1School of Biomedical Sciences, International Hellenic University, Thessaloniki, Greece.
2Medical School, Aristotle University of Thessaloniki, Thessaloniki, Greece.
Acta Microbiol Immunol Hung. 2021 Jan 29;68(2):65-72. doi: 10.1556/030.2021.01364. Print 2021 Jun 21.
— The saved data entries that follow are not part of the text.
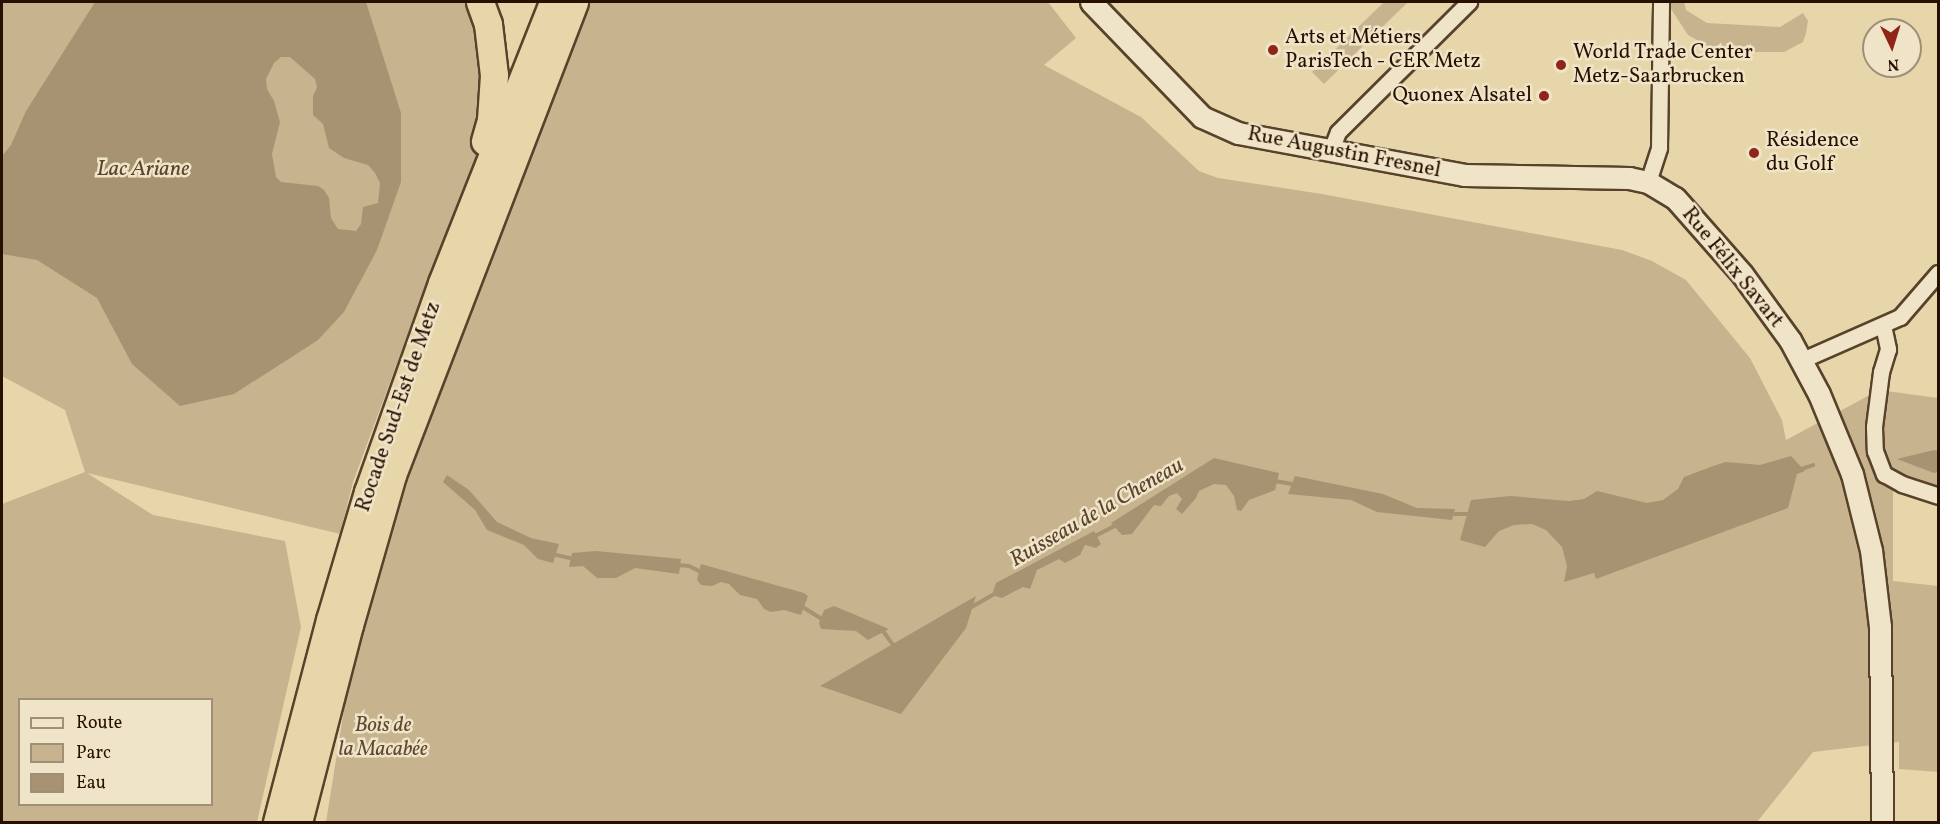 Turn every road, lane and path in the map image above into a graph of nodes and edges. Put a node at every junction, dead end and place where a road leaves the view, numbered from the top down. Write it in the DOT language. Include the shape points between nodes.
graph roads {
  1 [pos="480,2"];
  2 [pos="553,2"];
  3 [pos="574,2"];
  4 [pos="1091,2"];
  5 [pos="1469,2"];
  6 [pos="1661,2"];
  7 [pos="1331,150"];
  8 [pos="1648,182"];
  9 [pos="1938,273"];
  10 [pos="442,283"];
  11 [pos="1883,325"];
  12 [pos="1802,360"];
  13 [pos="1938,496"];
  14 [pos="277,822"];
  15 [pos="298,822"];
  16 [pos="1882,822"];
  1 -- 10 [label="highway" via="488,24 494,75 491,120"];
  2 -- 10 [label="highway, Rocade Sud-Est de Metz"];
  3 -- 15 [label="highway, Rocade Sud-Est de Metz" via="392,475"];
  4 -- 7 [label="street, Rue Augustin Fresnel" via="1202,117 1238,133"];
  5 -- 7 [label="street" via="1338,132"];
  6 -- 8 [label="street" via="1659,148"];
  7 -- 8 [label="street, Rue Augustin Fresnel" via="1464,175 1606,177"];
  8 -- 12 [label="street, Rue Félix Savart" via="1676,198 1742,274"];
  9 -- 11 [label="street" via="1908,310"];
  10 -- 14 [label="highway, Rocade Sud-Est de Metz" via="351,546"];
  11 -- 12 [label="street"];
  11 -- 13 [label="street" via="1888,349 1881,372 1875,451 1884,474"];
  12 -- 16 [label="street, Rue Félix Savart" via="1852,474 1871,550 1880,627"];
}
The present study evaluated the carbapenem resistance mechanisms of Klebsiella pneumoniae strains isolated in two Greek tertiary teaching hospitals and their susceptibility to currently used and novel antimicrobial agents.Forty-seven carbapenem resistant K. pneumoniae strains were collected in G. Papanikolaou and Ippokrateio hospital of Thessaloniki between 2016 and 2018. Strain identification and antimicrobial susceptibility was conducted by Vitek 2 system (Biomérieux France). Susceptibility against new antimicrobial agents was examined by disk diffusion method. Polymerase chain reaction (PCR) was used to detect blaKPC, blaVIM, blaNDM and blaOXA-48 genes.The meropenem-EDTA and meropenem-boronic acid synergy test performed on the 24 K. pneumoniae strains demonstrated that 8 (33.3%) yielded positive for metallo-beta-lactamases (MBL) and 16 (66.6%) for K. pneumonia carbapenemases (KPC) production. Colistin demonstrated the highest in vitro activity (87.7%) among the 47 K. pneumoniae strains followed by gentamicin (76.5%) and tigecycline (51%). Among new antibiotics ceftazidime/avibactam showed the highest sensitivity (76.6%) in all strains followed by eravacycline (66.6%). The blaKPC gene was present in 30 strains (63.8%), the blaNDM in 11 (23.4%) and the blaVIM in 6 (12.8%). The blaOXA-48 gene was not detected.Well established antimicrobial agents such as colistin, gentamicin and tigecycline and novel antibiotics like ceftazidime/avibactam and eravacycline can be reliable options for the treatment of invasive infections caused by carbapenem-resistant K. pneumoniae.
本研究评估了在希腊两家三级教学医院分离的肺炎克雷伯菌菌株的碳青霉烯类耐药机制及其对目前使用和新型抗菌药物的敏感性。2016 年至 2018 年,在塞萨洛尼基的 G. Papanikolaou 和 Ippokrateio 医院收集了 47 株耐碳青霉烯类肺炎克雷伯菌。通过 Vitek 2 系统(法国生物梅里埃)进行菌株鉴定和抗菌药物敏感性检测。通过纸片扩散法检测对新型抗菌药物的敏感性。聚合酶链反应(PCR)用于检测 blaKPC、blaVIM、blaNDM 和 blaOXA-48 基因。对 24 株肺炎克雷伯菌进行的美罗培南-EDTA 和美罗培南-硼酸协同试验显示,8 株(33.3%)产金属β-内酰胺酶(MBL)阳性,16 株(66.6%)产肺炎克雷伯菌碳青霉烯酶(KPC)。47 株肺炎克雷伯菌中,多黏菌素的体外活性最高(87.7%),其次是庆大霉素(76.5%)和替加环素(51%)。新型抗生素中,头孢他啶/阿维巴坦在所有菌株中的敏感性最高(76.6%),其次是依拉环素(66.6%)。blaKPC 基因存在于 30 株(63.8%),blaNDM 存在于 11 株(23.4%),blaVIM 存在于 6 株(12.8%)。blaOXA-48 基因未检出。多黏菌素、庆大霉素和替加环素等已确立的抗菌药物以及头孢他啶/阿维巴坦和依拉环素等新型抗生素可作为治疗耐碳青霉烯类肺炎克雷伯菌引起的侵袭性感染的可靠选择。